I will use this web site to compare a few representative geometries of SA calculations for round EDS detectors. The web site also has the capability of calculating the SA for rectangular and annular detectors, but I will leave those examples for the user.

In the first example, a typical SEM geometry will be examined where 10 mm2 and 30 mm2 detectors are compared. Most designs for these detectors have the same d, for instance 45 mm in this example.Figure 1

Using these values, simplistic and calculated SA values can be found.

d (mm) A (mm2) Simple SA (msR) Calculated SA (msR)
45 10 5 5
45 30 15 15

In this example, both SA methods provide the same values. There is no primary benefit to using the calculation method.

The next example is for a TEM geometry for 10 mm2 and 30 mm2 detectors are compared. The primary differences to the SEM example are that (1) d=10 which is significantly shorter than for the SEM geometry, and (2) the axis of the detector does not point to the sample. This geometry is very typical for TEM that have a side entry mount location. In addition, this geometry also needs a take-off angle, for which 20 degrees is used.Figure 2_TiltedCircularDetectorAngleDefined

Using these values, simplistic and calculated SA values can be found.

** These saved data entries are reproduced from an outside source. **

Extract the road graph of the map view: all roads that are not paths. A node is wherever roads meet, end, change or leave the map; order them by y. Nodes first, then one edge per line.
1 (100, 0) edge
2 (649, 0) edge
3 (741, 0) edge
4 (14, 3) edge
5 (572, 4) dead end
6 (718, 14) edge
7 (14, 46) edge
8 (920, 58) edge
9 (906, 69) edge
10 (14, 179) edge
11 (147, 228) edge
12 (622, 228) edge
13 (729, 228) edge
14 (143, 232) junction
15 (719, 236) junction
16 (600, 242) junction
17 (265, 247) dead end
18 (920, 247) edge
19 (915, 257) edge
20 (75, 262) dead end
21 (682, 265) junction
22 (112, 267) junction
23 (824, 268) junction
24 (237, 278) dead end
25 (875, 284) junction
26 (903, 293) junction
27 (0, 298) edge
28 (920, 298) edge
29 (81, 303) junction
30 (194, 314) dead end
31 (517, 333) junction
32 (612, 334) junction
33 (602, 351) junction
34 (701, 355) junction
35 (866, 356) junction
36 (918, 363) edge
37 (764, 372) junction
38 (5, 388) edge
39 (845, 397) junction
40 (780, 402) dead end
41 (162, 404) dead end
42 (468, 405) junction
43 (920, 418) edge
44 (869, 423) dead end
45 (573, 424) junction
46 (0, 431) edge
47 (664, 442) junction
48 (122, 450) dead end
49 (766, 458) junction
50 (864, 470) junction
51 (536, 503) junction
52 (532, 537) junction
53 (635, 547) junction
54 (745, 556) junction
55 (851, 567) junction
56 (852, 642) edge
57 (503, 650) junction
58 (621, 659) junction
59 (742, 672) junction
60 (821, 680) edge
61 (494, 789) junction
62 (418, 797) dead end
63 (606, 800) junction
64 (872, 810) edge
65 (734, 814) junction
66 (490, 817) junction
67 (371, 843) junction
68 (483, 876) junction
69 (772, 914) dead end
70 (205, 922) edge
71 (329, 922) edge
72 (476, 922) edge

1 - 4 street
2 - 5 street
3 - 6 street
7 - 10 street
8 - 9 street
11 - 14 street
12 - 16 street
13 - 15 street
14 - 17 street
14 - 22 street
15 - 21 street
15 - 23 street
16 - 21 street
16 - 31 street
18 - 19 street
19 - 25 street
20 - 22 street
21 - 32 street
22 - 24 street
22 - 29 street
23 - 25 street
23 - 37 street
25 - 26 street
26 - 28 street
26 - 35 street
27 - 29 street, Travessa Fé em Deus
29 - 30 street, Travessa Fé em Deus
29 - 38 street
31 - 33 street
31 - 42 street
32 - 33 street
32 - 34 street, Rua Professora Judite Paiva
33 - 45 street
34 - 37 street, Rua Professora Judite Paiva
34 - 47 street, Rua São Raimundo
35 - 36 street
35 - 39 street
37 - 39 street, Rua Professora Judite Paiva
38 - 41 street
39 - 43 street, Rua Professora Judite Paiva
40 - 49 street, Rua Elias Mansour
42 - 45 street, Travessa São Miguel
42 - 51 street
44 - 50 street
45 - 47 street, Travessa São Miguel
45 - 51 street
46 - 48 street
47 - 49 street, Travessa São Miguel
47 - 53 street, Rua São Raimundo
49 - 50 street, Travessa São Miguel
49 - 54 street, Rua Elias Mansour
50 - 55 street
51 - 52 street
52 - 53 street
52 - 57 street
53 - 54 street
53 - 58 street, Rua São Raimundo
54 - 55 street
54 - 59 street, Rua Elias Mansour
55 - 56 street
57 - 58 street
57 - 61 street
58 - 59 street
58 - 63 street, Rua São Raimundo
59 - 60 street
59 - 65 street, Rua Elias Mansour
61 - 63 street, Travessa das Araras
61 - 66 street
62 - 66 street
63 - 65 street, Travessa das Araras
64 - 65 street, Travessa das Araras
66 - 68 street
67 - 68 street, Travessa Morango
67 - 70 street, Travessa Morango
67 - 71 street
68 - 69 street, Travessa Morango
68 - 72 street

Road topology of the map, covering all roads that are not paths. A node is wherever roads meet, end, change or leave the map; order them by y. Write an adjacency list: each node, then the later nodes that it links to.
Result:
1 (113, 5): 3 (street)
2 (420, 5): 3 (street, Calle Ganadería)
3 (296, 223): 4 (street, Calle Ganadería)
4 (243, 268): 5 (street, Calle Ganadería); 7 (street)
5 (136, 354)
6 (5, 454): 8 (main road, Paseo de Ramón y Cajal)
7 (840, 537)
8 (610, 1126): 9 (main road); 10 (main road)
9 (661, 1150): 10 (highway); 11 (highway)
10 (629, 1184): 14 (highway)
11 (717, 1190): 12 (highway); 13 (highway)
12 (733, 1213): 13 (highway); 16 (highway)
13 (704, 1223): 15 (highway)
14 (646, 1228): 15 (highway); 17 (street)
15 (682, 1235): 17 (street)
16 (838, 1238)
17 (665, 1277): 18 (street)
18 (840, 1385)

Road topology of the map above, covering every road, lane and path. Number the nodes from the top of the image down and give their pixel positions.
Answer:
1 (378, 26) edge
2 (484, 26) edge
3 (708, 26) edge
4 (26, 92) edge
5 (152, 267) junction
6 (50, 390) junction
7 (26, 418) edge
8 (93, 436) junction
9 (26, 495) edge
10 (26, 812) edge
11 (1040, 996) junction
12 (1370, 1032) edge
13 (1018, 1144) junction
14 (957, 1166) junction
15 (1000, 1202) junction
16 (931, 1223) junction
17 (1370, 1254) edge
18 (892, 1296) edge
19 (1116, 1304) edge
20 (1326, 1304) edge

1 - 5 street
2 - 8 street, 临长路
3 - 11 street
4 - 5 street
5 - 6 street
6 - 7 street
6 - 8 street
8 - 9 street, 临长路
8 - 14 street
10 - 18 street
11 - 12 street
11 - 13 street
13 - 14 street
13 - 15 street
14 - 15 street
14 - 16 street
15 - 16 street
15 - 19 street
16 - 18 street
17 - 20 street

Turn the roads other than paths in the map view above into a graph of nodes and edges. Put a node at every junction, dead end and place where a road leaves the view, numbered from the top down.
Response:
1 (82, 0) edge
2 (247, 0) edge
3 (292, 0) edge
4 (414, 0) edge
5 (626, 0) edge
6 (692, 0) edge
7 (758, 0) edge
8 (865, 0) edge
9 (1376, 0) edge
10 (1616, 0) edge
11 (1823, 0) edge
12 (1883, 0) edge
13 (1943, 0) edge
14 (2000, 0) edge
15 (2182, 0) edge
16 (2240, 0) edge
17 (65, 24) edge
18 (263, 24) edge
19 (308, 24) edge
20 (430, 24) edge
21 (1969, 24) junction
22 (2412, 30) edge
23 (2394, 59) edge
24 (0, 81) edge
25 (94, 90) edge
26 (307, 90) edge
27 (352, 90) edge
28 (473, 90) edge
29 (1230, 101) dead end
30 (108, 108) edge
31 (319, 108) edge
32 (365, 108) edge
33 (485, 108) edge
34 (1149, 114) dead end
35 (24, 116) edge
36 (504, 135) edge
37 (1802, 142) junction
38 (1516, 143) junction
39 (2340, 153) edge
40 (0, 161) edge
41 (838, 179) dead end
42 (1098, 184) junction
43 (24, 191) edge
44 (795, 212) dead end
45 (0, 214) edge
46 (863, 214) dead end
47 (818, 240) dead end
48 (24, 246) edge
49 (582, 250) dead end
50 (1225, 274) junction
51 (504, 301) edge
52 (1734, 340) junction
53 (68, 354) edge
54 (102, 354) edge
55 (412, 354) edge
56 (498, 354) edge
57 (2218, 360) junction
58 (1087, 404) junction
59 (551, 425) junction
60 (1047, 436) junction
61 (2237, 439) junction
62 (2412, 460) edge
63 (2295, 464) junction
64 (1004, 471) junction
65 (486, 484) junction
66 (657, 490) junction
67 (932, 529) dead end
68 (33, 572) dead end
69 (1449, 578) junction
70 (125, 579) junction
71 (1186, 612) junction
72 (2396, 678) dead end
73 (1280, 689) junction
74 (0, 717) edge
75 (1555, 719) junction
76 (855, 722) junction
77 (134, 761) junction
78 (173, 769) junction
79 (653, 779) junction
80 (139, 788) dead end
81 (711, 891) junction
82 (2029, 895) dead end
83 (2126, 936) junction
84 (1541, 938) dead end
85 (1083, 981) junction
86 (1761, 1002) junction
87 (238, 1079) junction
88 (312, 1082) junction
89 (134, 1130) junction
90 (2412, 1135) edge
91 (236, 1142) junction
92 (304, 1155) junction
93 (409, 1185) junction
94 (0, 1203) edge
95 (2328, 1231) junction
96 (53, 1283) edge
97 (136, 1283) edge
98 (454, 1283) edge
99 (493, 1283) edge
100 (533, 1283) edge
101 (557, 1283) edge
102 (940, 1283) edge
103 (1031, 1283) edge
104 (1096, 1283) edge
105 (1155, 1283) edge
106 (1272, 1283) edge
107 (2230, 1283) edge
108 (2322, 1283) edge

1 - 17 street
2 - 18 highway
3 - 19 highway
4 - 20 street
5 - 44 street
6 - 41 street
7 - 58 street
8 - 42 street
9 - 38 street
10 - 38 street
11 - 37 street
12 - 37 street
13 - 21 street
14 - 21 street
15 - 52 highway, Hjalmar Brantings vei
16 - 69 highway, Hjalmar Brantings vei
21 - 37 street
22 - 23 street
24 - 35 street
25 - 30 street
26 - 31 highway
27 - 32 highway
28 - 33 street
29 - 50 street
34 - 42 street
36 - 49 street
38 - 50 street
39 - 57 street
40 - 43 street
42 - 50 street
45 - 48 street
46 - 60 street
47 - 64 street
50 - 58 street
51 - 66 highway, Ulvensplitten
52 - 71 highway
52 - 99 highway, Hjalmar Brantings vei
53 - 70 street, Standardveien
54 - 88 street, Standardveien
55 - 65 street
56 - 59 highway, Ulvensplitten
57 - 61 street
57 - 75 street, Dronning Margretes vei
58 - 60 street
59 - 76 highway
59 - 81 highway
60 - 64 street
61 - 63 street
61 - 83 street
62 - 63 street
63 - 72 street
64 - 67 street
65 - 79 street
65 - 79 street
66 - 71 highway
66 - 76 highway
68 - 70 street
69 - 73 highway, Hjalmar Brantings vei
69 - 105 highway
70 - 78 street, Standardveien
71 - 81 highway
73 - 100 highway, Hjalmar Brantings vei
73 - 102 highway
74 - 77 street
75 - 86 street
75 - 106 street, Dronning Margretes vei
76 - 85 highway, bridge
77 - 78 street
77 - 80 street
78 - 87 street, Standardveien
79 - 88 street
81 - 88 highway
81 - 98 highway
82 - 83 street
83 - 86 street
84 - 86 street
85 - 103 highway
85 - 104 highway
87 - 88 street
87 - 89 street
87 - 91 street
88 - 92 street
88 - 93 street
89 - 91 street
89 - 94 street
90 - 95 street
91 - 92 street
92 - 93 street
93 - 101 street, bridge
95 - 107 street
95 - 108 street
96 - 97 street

d (mm) A (mm2) Simple SA (msR) Calculated SA (msR)
10 10 94 88
10 30 282 249

In this example, the simple SA method over estimates the true SA values by 7% and 13% for the 2 detectors. SA values for TEM geometries should not be reported using the simple method but should always use the more accurate calculated method.

A final example shows a practical application of the SA calculations in comparing potential EDS detector geometries. When comparing detectors and considering SA values, the A is not always the primary consideration for the efficiency because the d term can have a significant effect. This usually occurs when the tubing for the detectors is not the same and the d must increase for a fatter mounting tube to avoid hitting any item with in the SEM chamber, usually the pole piece. This example compares a 60 mm2 in a small diameter tube mounted at 40 mm and an 80 mm2 detector in a larger diameter tube that must be mounted at a larger d of 50 mm.

Using these values, simplistic and calculated SA values can be found.

d (mm) A (mm2) Simple SA (msR) Calculated SA (msR)
40 60 36 36
50 80 32 31

Firstly, the values provided by the 2 calculation methods are essentially the same (within round-off errors) for both detectors. Intuition would indicate that the larger 80 mm2 detector should provide the greater SA value. However, the increased d actually reduces its SA value to less than that for the smaller 60 mm2 detector.

Solid angle values for EDS detectors are an indication of the X-ray detection efficiency of the system. A web site is available to calculate the values very accurately once the detector geometry is defined. Comparisons of detector geometry can aid a customer in selecting the best detector for their application.